Reply to Yvain on 'The Futility of Intelligence'

post by XiXiDu · 2012-03-17T13:28:34.138Z · score: -5 (25 votes) · LW · GW · Legacy · 15 comments

This is a reply to a comment by Yvain and everyone who might have misunderstood what problem I tried to highlight.

Here is the problem. You can't estimate the probability and magnitude of the advantage an AI will have if you are using something that is as vague as the concept of 'intelligence'.

Here is a case that bears some similarity and might shed light on what I am trying to explain:

At his recent keynote speech at the New York Television Festival, former Star Trek writer and creator of the re-imagined Battlestar Galactica Ron Moore revealed the secret formula to writing for Trek.

He described how the writers would just insert "tech" into the scripts whenever they needed to resolve a story or plot line, then they'd have consultants fill in the appropriate words (aka technobabble) later.

"It became the solution to so many plot lines and so many stories," Moore said. "It was so mechanical that we had science consultants who would just come up with the words for us and we'd just write 'tech' in the script.

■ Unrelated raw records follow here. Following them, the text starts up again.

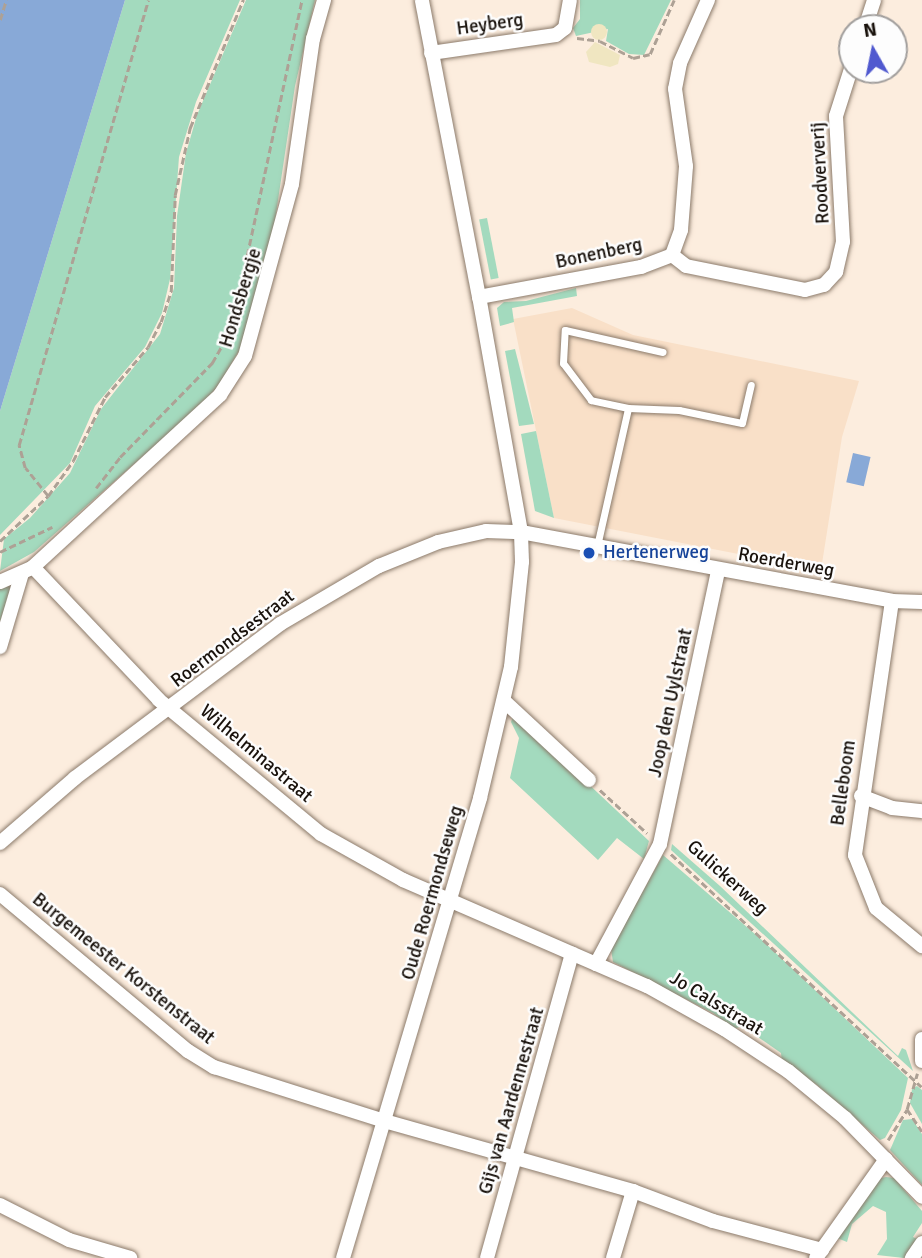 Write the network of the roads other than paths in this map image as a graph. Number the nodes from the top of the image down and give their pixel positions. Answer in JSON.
{"nodes":[{"id":1,"x":324,"y":0,"type":"edge"},
{"id":2,"x":422,"y":0,"type":"edge"},
{"id":3,"x":570,"y":0,"type":"edge"},
{"id":4,"x":708,"y":0,"type":"edge"},
{"id":5,"x":431,"y":53,"type":"junction"},
{"id":6,"x":846,"y":84,"type":"edge"},
{"id":7,"x":672,"y":255,"type":"junction"},
{"id":8,"x":479,"y":297,"type":"junction"},
{"id":9,"x":663,"y":352,"type":"dead end"},
{"id":10,"x":751,"y":385,"type":"dead end"},
{"id":11,"x":628,"y":408,"type":"junction"},
{"id":12,"x":521,"y":532,"type":"junction"},
{"id":13,"x":597,"y":547,"type":"junction"},
{"id":14,"x":27,"y":570,"type":"junction"},
{"id":15,"x":718,"y":570,"type":"junction"},
{"id":16,"x":0,"y":582,"type":"edge"},
{"id":17,"x":891,"y":601,"type":"junction"},
{"id":18,"x":922,"y":602,"type":"edge"},
{"id":19,"x":0,"y":647,"type":"edge"},
{"id":20,"x":504,"y":701,"type":"junction"},
{"id":21,"x":172,"y":708,"type":"junction"},
{"id":22,"x":589,"y":780,"type":"road end"},
{"id":23,"x":860,"y":796,"type":"junction"},
{"id":24,"x":922,"y":811,"type":"edge"},
{"id":25,"x":0,"y":843,"type":"edge"},
{"id":26,"x":0,"y":894,"type":"edge"},
{"id":27,"x":452,"y":902,"type":"junction"},
{"id":28,"x":922,"y":946,"type":"edge"},
{"id":29,"x":572,"y":954,"type":"junction"},
{"id":30,"x":596,"y":964,"type":"junction"},
{"id":31,"x":922,"y":1039,"type":"edge"},
{"id":32,"x":922,"y":1061,"type":"edge"},
{"id":33,"x":384,"y":1121,"type":"junction"},
{"id":34,"x":884,"y":1156,"type":"junction"},
{"id":35,"x":516,"y":1158,"type":"junction"},
{"id":36,"x":633,"y":1191,"type":"junction"},
{"id":37,"x":922,"y":1198,"type":"edge"},
{"id":38,"x":0,"y":1206,"type":"edge"},
{"id":39,"x":922,"y":1243,"type":"edge"},
{"id":40,"x":819,"y":1254,"type":"edge"},
{"id":41,"x":130,"y":1258,"type":"edge"},
{"id":42,"x":344,"y":1258,"type":"edge"},
{"id":43,"x":487,"y":1258,"type":"edge"},
{"id":44,"x":613,"y":1258,"type":"edge"},
{"id":45,"x":912,"y":1258,"type":"edge"}],
"edges":[{"from":1,"to":14,"type":"street","name":"Hondsbergje"},
{"from":2,"to":5,"type":"street"},
{"from":3,"to":5,"type":"street","name":"Heyberg"},
{"from":4,"to":7,"type":"street","name":"Bonenberg"},
{"from":5,"to":8,"type":"street"},
{"from":6,"to":7,"type":"street","name":"Roodververij"},
{"from":7,"to":8,"type":"street","name":"Bonenberg"},
{"from":8,"to":12,"type":"street"},
{"from":9,"to":11,"type":"lane"},
{"from":10,"to":11,"type":"lane"},
{"from":11,"to":13,"type":"lane"},
{"from":12,"to":13,"type":"street","name":"Roerderweg"},
{"from":12,"to":20,"type":"street","name":"Oude Roermondseweg"},
{"from":12,"to":21,"type":"street","name":"Roermondsestraat"},
{"from":13,"to":15,"type":"street","name":"Roerderweg"},
{"from":14,"to":16,"type":"street"},
{"from":14,"to":19,"type":"street"},
{"from":14,"to":21,"type":"street","name":"Wilhelminastraat"},
{"from":15,"to":17,"type":"street","name":"Roerderweg"},
{"from":15,"to":30,"type":"street","name":"Joop den Uylstraat"},
{"from":17,"to":18,"type":"street","name":"Roerderweg"},
{"from":17,"to":23,"type":"street","name":"Belleboom"},
{"from":20,"to":22,"type":"street"},
{"from":20,"to":27,"type":"street","name":"Oude Roermondseweg"},
{"from":21,"to":25,"type":"street","name":"Roermondsestraat"},
{"from":21,"to":27,"type":"street","name":"Wilhelminastraat"},
{"from":23,"to":24,"type":"street"},
{"from":23,"to":28,"type":"street","name":"Belleboom"},
{"from":26,"to":33,"type":"street","name":"Burgemeester Korstenstraat"},
{"from":27,"to":29,"type":"street","name":"Jo Calsstraat"},
{"from":27,"to":33,"type":"street","name":"Oude Roermondseweg"},
{"from":29,"to":30,"type":"street","name":"Jo Calsstraat"},
{"from":29,"to":35,"type":"street","name":"Gijs van Aardennestraat"},
{"from":30,"to":34,"type":"street","name":"Jo Calsstraat"},
{"from":31,"to":32,"type":"street"},
{"from":33,"to":35,"type":"street","name":"Burgemeester Korstenstraat"},
{"from":33,"to":42,"type":"street","name":"Oude Roermondseweg"},
{"from":34,"to":37,"type":"street","name":"Jo Calsstraat"},
{"from":34,"to":40,"type":"street"},
{"from":35,"to":36,"type":"street","name":"Burgemeester Korstenstraat"},
{"from":35,"to":43,"type":"street","name":"Gijs van Aardennestraat"},
{"from":36,"to":40,"type":"street","name":"Burgemeester Korstenstraat"},
{"from":36,"to":44,"type":"street"},
{"from":38,"to":41,"type":"street"},
{"from":39,"to":45,"type":"street"}]}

You know, Picard would say 'Commander La Forge, tech the tech to the warp drive.' I'm serious. If you look at those scripts, you'll see that."

Moore then went on to describe how a typical script might read before the science consultants did their thing:

La Forge: "Captain, the tech is overteching."

Picard: "Well, route the auxiliary tech to the tech, Mr. La Forge."

La Forge: "No, Captain. Captain, I've tried to tech the tech, and it won't work."

Picard: "Well, then we're doomed."

"And then Data pops up and says, 'Captain, there is a theory that if you tech the other tech ... '" Moore said. "It's a rhythm and it's a structure, and the words are meaningless. It's not about anything except just sort of going through this dance of how they tech their way out of it."

The use of 'intelligence' is as misleading and dishonest in evaluating risks from AI as the use of 'tech' in Star Trek.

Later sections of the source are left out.